Records from a collection >>
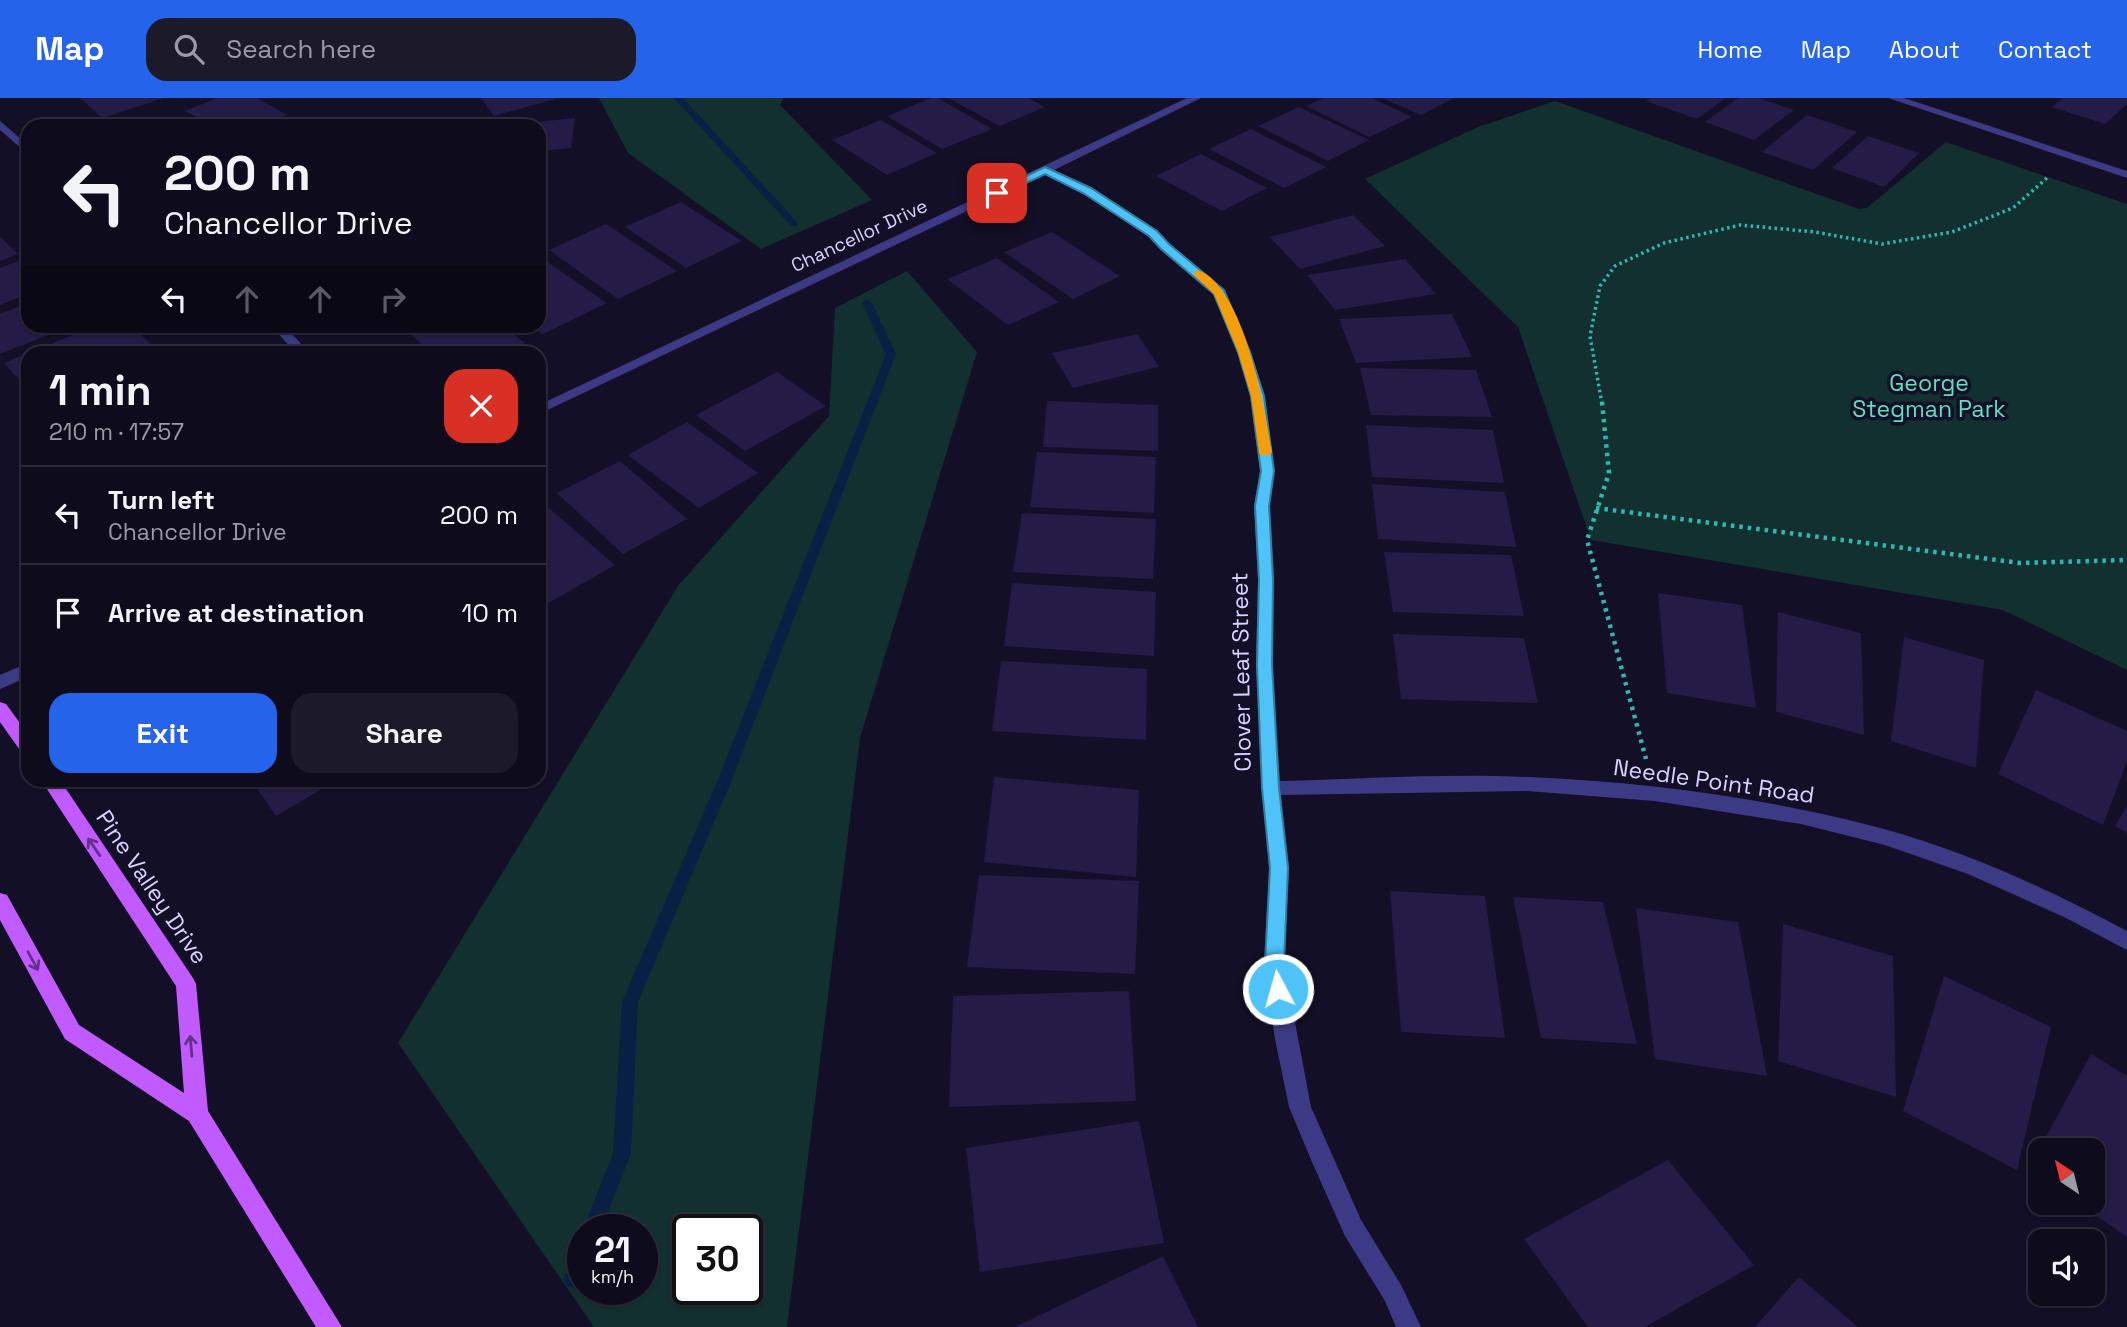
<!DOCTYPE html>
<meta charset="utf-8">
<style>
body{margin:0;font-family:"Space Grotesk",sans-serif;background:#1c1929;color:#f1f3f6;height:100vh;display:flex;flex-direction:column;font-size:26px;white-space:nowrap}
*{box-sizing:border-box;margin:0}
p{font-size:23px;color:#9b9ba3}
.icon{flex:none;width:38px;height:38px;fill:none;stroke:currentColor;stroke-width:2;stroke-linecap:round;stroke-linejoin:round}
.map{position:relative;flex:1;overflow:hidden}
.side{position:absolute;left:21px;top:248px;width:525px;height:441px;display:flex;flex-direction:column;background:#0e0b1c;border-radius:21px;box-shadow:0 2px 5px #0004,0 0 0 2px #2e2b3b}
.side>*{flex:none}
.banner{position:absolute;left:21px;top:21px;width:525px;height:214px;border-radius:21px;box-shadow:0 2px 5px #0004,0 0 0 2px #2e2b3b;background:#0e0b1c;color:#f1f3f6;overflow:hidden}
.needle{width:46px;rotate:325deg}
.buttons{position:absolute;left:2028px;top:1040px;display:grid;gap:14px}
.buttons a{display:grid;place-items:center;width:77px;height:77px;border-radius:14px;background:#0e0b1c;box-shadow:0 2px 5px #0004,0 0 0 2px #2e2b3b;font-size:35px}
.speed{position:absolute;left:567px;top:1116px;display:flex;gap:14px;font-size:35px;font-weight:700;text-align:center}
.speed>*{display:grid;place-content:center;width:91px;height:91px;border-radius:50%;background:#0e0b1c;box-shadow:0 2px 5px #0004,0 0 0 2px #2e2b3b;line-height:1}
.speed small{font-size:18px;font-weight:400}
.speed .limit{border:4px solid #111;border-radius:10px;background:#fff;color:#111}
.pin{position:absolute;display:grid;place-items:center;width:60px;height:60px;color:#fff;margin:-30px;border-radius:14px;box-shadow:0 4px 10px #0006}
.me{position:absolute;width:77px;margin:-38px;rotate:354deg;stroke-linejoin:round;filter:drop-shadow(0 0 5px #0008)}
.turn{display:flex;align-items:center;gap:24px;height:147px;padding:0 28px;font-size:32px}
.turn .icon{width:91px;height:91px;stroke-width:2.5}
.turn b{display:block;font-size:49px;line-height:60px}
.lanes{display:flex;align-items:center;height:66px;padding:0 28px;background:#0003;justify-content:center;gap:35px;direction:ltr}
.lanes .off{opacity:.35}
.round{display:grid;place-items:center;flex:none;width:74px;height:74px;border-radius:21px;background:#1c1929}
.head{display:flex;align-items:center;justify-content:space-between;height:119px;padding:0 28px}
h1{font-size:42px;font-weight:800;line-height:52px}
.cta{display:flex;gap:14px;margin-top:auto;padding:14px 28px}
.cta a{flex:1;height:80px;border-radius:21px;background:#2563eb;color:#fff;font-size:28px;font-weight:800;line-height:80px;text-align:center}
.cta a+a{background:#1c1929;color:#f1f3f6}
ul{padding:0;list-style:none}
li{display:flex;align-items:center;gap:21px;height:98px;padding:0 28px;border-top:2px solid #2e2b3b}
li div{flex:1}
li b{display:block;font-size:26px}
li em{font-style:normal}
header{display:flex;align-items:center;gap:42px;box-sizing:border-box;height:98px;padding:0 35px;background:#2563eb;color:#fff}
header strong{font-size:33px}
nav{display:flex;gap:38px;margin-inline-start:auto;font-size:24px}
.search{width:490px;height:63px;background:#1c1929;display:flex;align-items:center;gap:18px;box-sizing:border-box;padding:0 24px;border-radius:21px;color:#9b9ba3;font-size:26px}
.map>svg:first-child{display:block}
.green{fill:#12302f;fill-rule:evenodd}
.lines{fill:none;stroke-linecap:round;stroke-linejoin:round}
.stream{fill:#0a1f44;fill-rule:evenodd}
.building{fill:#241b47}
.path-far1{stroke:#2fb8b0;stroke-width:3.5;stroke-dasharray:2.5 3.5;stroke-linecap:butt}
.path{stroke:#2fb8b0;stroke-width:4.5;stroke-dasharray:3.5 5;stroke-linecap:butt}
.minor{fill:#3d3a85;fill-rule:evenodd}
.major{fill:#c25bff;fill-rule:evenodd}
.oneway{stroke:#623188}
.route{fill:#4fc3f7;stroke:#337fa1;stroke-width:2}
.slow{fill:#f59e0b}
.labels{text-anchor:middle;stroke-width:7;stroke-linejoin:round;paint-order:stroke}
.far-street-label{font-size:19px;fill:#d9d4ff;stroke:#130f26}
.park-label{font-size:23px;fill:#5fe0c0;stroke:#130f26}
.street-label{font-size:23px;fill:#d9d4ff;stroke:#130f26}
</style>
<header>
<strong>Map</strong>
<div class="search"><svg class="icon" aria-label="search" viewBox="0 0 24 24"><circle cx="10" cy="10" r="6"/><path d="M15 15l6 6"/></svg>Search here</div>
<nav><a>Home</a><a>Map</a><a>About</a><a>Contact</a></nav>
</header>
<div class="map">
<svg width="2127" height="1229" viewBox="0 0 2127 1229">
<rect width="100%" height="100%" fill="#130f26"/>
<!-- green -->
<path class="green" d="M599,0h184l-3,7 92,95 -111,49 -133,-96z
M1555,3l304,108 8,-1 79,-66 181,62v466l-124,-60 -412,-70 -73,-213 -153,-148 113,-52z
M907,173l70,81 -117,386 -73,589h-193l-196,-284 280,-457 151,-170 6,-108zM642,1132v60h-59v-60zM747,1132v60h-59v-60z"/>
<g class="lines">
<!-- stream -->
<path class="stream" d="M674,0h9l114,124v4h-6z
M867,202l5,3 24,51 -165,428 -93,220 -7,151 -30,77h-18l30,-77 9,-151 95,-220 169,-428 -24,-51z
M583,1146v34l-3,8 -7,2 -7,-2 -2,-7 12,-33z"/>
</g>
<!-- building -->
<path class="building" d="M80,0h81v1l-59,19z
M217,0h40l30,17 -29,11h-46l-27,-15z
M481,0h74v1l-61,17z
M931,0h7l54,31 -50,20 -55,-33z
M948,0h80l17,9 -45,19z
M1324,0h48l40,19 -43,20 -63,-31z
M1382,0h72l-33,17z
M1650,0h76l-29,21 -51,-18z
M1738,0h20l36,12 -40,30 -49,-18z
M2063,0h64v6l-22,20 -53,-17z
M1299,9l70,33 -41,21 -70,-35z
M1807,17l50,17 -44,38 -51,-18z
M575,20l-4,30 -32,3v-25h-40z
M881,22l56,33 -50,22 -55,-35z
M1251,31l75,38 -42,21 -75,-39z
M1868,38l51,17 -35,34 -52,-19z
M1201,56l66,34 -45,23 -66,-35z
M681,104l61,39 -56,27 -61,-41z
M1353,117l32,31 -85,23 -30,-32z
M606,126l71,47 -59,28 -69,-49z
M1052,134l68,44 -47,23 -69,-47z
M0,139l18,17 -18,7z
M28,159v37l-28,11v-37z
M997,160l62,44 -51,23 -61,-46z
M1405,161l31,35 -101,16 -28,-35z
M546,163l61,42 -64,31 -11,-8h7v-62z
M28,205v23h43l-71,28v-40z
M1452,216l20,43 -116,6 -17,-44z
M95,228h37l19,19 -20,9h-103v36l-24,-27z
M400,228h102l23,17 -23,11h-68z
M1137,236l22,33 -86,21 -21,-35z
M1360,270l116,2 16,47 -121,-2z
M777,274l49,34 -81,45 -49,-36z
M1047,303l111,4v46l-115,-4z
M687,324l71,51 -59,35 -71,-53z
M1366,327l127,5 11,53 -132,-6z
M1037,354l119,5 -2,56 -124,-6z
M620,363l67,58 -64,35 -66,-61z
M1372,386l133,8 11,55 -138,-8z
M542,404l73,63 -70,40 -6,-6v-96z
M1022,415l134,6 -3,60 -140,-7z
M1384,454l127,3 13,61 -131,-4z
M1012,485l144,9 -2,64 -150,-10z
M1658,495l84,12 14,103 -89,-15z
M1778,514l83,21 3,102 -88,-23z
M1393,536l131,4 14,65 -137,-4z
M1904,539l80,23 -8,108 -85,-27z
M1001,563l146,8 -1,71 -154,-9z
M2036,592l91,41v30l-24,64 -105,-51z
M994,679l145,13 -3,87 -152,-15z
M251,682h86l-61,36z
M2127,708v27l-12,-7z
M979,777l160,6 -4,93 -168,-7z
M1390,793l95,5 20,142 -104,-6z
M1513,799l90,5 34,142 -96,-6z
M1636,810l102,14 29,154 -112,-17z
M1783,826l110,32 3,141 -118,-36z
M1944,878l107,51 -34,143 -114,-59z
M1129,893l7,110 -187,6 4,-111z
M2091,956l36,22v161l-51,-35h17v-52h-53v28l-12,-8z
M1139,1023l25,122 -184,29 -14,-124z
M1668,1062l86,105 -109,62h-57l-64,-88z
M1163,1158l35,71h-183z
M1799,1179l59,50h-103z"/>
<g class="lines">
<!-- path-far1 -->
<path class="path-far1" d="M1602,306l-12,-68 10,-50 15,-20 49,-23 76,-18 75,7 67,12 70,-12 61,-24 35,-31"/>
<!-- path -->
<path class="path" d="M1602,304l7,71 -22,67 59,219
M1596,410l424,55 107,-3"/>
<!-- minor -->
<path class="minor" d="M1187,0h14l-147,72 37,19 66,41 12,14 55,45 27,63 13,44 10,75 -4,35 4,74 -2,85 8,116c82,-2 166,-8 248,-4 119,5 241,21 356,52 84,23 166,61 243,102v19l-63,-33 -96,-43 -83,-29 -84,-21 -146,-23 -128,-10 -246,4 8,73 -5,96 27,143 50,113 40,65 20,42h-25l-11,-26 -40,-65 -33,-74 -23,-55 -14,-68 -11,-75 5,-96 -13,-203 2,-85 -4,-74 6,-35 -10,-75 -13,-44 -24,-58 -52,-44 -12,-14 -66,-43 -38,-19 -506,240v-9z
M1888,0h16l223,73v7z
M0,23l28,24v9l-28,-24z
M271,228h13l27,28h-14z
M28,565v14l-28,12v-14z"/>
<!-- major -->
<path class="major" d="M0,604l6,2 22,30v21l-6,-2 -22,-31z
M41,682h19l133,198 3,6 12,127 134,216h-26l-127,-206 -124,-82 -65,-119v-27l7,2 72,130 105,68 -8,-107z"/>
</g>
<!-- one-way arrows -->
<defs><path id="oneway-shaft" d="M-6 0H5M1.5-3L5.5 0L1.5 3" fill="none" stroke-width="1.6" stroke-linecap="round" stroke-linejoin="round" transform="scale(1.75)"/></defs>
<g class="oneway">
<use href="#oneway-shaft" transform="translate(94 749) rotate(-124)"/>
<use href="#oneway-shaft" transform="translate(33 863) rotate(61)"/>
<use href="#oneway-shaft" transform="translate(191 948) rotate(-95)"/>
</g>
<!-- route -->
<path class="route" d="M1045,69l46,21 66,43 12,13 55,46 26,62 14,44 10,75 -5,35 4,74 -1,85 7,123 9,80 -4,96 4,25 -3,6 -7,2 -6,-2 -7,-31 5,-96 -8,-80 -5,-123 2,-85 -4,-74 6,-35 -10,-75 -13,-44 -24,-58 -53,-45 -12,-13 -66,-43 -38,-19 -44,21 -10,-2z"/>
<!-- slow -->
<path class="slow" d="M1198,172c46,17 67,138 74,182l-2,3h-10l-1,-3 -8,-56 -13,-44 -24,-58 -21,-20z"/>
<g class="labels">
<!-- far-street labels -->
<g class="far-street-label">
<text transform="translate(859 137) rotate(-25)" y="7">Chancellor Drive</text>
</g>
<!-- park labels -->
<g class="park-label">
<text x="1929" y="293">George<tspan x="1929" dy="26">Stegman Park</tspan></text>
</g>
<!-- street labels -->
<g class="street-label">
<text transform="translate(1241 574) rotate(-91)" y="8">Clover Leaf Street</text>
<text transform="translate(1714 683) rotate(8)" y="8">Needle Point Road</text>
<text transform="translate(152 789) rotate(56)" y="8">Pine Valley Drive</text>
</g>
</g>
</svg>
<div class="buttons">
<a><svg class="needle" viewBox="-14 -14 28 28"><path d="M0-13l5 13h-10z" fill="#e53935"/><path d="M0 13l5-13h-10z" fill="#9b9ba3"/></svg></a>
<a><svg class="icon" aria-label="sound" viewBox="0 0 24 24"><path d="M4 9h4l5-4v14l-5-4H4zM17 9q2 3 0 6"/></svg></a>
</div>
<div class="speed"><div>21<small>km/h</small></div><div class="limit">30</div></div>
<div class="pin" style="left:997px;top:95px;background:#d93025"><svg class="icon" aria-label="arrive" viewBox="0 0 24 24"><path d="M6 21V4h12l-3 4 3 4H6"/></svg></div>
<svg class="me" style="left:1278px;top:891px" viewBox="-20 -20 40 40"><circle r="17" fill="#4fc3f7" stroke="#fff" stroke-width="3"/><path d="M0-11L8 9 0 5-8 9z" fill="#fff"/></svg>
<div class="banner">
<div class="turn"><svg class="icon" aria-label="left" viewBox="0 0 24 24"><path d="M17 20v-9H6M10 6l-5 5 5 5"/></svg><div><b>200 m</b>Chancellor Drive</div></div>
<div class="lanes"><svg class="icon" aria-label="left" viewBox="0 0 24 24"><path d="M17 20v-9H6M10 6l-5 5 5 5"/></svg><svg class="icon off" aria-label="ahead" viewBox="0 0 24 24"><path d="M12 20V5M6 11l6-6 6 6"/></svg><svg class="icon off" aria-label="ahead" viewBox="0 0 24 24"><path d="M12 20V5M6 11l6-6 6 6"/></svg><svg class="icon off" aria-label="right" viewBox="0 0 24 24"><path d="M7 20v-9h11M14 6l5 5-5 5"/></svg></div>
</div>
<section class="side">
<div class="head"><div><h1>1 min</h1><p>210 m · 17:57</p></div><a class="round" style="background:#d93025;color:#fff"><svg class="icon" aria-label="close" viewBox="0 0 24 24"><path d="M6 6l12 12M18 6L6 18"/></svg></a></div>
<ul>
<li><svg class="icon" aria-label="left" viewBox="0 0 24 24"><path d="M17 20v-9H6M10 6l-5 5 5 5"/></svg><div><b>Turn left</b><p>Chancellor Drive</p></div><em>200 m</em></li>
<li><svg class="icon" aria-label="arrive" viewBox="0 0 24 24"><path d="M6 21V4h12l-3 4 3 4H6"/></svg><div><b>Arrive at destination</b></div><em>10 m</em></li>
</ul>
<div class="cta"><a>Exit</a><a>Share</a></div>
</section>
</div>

What is required >>
Wherever the string "solid" shows up in a line above, tally that line, and answer with the final number alone.

Output for this exercise >>
2